■ **ASSIGNMENT**: Where in the material does the word "roads" appear? Copy each line that has it.

■ **AVAILABLE RECORDS**:
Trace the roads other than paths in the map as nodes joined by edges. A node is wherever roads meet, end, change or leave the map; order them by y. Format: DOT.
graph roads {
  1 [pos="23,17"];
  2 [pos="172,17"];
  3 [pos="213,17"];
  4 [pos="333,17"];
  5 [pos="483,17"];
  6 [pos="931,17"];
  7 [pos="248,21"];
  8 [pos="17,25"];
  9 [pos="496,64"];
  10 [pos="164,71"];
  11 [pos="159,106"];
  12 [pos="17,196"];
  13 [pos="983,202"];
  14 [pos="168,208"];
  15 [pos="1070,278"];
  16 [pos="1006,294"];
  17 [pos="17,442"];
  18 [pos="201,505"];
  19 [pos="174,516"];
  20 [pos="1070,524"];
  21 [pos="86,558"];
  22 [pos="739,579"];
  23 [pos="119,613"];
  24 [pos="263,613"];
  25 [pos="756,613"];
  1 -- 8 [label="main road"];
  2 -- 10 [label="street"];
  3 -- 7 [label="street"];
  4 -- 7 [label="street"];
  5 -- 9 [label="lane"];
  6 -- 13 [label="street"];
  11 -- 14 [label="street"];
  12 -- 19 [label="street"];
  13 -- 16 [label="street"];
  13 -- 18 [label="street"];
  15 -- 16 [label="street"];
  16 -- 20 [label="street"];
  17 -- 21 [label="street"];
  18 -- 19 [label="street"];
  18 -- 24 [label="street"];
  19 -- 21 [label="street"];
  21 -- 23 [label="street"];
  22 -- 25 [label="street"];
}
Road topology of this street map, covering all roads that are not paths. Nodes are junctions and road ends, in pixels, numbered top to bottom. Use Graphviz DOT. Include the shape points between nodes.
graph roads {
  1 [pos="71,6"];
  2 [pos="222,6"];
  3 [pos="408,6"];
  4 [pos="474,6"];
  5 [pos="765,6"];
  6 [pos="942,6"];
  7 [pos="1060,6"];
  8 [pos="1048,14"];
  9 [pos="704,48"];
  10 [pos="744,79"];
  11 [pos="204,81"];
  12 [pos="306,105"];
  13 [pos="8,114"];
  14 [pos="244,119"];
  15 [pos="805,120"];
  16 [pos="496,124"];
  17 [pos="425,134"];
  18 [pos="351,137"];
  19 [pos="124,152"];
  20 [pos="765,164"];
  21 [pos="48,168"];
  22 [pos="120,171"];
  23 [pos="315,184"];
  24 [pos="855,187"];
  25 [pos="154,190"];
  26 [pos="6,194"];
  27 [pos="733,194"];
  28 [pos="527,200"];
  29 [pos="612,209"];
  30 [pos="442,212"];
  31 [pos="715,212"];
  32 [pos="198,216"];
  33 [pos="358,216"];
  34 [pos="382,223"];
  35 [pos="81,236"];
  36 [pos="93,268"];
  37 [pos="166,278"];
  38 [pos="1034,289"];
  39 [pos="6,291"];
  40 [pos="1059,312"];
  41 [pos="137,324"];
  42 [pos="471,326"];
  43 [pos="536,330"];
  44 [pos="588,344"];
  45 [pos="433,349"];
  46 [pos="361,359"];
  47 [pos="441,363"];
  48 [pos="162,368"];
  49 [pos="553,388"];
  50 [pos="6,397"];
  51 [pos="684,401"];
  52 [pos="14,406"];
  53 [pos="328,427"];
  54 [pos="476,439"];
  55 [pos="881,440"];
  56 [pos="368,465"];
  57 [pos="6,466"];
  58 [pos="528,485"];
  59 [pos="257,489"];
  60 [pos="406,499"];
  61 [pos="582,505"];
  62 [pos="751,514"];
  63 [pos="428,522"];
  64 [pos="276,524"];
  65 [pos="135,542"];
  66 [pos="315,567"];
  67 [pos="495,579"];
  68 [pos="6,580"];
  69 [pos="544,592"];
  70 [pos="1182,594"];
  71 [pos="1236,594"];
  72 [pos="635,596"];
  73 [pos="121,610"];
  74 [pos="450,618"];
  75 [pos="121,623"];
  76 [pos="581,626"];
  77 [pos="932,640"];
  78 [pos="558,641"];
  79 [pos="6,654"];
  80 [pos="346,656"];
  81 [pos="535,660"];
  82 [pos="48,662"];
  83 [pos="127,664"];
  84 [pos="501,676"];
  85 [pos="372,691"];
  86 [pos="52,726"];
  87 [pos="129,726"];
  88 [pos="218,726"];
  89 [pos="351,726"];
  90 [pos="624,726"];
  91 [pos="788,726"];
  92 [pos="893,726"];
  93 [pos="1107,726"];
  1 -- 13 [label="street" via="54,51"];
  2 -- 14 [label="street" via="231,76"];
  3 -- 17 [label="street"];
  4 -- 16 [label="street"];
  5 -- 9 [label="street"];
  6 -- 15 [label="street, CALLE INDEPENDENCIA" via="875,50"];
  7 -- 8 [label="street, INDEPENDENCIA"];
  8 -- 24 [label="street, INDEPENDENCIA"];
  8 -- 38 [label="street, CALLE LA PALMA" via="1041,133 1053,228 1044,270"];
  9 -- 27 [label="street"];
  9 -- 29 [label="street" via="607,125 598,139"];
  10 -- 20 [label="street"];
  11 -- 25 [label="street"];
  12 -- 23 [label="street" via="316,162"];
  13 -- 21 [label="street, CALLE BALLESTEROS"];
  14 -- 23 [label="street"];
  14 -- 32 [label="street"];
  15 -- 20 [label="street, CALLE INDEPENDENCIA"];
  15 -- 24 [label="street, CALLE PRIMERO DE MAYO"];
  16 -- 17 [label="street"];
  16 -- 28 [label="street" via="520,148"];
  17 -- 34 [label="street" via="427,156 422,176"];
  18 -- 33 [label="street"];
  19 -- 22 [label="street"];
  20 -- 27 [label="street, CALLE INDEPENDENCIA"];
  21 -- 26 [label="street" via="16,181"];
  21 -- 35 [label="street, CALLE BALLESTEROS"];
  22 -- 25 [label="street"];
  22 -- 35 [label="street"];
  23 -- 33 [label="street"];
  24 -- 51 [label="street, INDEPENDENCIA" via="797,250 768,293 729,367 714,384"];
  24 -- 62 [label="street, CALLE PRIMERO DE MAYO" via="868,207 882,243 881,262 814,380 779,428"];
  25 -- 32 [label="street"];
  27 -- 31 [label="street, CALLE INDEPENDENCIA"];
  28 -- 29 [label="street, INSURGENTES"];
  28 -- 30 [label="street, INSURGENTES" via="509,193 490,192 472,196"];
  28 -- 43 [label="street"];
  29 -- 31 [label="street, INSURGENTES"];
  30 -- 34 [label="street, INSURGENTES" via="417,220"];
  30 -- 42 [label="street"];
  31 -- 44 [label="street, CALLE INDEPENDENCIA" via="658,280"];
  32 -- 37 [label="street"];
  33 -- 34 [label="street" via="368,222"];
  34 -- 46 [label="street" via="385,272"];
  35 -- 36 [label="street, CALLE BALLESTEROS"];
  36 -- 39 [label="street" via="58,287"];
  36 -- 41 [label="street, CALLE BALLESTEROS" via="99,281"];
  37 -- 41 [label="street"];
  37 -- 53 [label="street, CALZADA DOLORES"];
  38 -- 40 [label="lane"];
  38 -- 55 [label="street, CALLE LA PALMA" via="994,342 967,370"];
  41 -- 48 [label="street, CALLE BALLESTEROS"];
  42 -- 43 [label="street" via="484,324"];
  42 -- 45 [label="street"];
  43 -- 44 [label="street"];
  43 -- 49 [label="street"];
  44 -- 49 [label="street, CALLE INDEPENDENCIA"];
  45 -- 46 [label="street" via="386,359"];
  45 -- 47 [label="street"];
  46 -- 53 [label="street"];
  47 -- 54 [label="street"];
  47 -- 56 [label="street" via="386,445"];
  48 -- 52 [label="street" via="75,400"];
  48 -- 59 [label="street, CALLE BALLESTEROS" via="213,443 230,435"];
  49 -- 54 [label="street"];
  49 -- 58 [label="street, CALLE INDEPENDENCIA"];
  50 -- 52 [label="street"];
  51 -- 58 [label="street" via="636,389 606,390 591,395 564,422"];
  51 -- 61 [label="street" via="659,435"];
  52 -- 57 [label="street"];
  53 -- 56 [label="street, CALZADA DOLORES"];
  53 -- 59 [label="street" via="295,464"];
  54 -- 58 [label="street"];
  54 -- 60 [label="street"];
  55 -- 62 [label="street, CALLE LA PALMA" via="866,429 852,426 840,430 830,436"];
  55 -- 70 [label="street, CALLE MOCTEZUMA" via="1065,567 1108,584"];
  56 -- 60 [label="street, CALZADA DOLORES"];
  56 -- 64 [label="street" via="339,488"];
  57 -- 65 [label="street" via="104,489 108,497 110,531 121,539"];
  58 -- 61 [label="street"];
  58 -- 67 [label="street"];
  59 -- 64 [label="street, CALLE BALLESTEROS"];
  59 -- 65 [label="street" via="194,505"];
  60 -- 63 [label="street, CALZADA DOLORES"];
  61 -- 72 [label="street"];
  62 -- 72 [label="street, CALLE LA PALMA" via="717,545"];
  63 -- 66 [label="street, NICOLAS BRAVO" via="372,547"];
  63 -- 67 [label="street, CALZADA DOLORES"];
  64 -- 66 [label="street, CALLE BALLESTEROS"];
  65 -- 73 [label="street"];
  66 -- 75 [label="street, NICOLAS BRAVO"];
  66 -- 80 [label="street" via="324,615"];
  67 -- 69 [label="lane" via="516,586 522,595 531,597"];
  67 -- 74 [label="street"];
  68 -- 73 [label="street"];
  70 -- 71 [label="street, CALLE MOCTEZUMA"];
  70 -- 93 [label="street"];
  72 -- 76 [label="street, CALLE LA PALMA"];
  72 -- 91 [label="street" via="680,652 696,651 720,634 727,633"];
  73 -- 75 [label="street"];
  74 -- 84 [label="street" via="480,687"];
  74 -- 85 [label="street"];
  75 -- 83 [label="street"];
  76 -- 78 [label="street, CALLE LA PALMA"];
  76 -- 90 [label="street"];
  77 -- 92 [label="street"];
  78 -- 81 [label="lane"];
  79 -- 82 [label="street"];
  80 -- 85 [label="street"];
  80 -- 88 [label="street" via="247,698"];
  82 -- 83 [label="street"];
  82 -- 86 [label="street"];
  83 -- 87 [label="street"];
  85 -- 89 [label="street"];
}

■ **SOLUTION FOR THIS EXERCISE**:
Trace the roads other than paths in the map as nodes joined by edges. A node is wherever roads meet, end, change or leave the map; order them by y. Format: DOT.
graph roads {
Road topology of this street map, covering all roads that are not paths. Nodes are junctions and road ends, in pixels, numbered top to bottom. Use Graphviz DOT. Include the shape points between nodes.
graph roads {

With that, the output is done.